He went in search of cold water. The antiseptically clean refrigerator held only a jeroboam of French champagne—Krug—and an open tub of Beluga caviar, the black roe clinging to the canted lid like rat turds.
Turner was surprised.
In the months they had been sleeping together Grace had never drunk champagne nor ordered anything as exotic as caviar. This hinted at a secret life and it left Turner, as he closed the refrigerator, wondering what other secrets she harbored.
Grace had emerged in a fresh shirt and they’d left the apartment.
She’d never invited Turner back and their assignations had continued in a succession of cheap motels.
Now, wandering in the dark outside his house like a spacewalking astronaut adrift from his mothership, Turner yearned to be with Grace at her home.

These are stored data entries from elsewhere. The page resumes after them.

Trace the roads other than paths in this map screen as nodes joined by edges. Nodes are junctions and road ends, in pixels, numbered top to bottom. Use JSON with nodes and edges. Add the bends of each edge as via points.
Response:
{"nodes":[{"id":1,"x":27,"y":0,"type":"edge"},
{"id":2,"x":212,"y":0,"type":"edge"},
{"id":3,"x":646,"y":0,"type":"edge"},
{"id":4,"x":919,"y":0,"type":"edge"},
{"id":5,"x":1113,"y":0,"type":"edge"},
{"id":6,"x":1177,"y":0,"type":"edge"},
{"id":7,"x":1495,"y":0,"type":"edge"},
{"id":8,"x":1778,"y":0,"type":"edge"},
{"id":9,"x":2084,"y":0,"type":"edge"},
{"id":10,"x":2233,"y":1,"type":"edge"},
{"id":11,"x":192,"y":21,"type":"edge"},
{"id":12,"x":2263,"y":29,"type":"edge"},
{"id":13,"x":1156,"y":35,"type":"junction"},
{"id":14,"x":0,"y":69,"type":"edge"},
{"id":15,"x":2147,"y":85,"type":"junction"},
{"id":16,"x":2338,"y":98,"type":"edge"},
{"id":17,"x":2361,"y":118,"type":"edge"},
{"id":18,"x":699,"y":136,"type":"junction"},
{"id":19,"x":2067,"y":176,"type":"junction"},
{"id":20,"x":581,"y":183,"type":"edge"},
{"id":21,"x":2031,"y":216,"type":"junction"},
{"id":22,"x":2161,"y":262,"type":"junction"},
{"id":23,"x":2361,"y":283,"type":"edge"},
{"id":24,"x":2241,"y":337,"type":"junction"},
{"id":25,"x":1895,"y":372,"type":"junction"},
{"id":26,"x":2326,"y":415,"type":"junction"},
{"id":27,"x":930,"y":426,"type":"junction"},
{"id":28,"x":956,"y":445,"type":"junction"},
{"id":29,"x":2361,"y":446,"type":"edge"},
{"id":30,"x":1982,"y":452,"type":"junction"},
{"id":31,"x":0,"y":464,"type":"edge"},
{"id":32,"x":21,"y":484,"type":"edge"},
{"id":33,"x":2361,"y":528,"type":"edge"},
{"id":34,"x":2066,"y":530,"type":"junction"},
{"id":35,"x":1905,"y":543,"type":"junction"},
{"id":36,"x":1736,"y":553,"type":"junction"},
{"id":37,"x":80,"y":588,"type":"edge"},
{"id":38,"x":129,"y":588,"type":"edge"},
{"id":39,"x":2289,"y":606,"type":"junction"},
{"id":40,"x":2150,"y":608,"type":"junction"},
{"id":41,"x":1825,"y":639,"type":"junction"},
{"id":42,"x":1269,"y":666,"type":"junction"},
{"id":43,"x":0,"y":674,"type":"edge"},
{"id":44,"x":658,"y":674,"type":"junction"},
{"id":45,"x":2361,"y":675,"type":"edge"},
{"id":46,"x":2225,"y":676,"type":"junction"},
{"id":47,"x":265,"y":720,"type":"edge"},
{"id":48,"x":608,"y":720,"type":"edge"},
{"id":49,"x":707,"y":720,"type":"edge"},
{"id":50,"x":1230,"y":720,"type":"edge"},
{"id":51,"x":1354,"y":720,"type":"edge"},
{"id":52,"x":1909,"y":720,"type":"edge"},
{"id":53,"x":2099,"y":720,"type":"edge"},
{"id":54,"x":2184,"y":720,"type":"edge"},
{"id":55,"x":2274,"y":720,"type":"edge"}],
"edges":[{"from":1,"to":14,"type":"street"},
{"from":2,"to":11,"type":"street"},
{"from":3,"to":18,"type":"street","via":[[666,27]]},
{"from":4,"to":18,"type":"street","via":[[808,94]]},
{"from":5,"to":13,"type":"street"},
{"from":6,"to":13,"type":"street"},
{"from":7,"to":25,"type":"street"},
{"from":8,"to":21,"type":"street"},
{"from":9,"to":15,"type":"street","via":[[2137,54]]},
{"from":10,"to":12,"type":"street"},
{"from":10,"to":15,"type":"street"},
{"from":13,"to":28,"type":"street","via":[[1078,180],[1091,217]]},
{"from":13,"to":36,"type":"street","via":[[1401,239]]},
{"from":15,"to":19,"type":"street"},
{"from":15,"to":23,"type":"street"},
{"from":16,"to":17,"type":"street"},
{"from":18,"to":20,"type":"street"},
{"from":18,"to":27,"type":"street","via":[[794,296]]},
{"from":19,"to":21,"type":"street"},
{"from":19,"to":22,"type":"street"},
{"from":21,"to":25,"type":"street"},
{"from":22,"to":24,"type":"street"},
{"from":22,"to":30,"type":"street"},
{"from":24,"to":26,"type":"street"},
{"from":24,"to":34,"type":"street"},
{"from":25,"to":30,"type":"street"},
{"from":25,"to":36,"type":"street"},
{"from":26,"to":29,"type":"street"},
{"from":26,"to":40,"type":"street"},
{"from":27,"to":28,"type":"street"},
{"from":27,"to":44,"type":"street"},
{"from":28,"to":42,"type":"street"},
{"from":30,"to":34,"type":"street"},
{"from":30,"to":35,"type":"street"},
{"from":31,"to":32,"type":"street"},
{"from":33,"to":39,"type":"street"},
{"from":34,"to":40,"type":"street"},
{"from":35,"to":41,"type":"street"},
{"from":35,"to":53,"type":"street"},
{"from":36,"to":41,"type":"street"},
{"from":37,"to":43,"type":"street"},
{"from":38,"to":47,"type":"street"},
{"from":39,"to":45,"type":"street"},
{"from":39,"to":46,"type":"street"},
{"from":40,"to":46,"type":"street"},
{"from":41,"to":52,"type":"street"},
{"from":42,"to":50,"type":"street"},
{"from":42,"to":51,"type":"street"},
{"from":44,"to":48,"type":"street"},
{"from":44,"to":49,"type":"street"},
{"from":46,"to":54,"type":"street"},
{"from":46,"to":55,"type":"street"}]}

To sit on the couch with her and drink and eat and make small talk before going with her to the bedroom (the bedroom he’d seen only in his imagination) where they would fuck and sleep and he’d be woken by Grace’s hairdryer—in his fantasy a handheld thing that screamed like a jet during take off—and he’d lie in bed watching her as, unaware of his scrutiny, she sat magnificently naked at the vanity, one eye closed against a curl of smoke from the cigarette she had gripped in her teeth, drying her hair.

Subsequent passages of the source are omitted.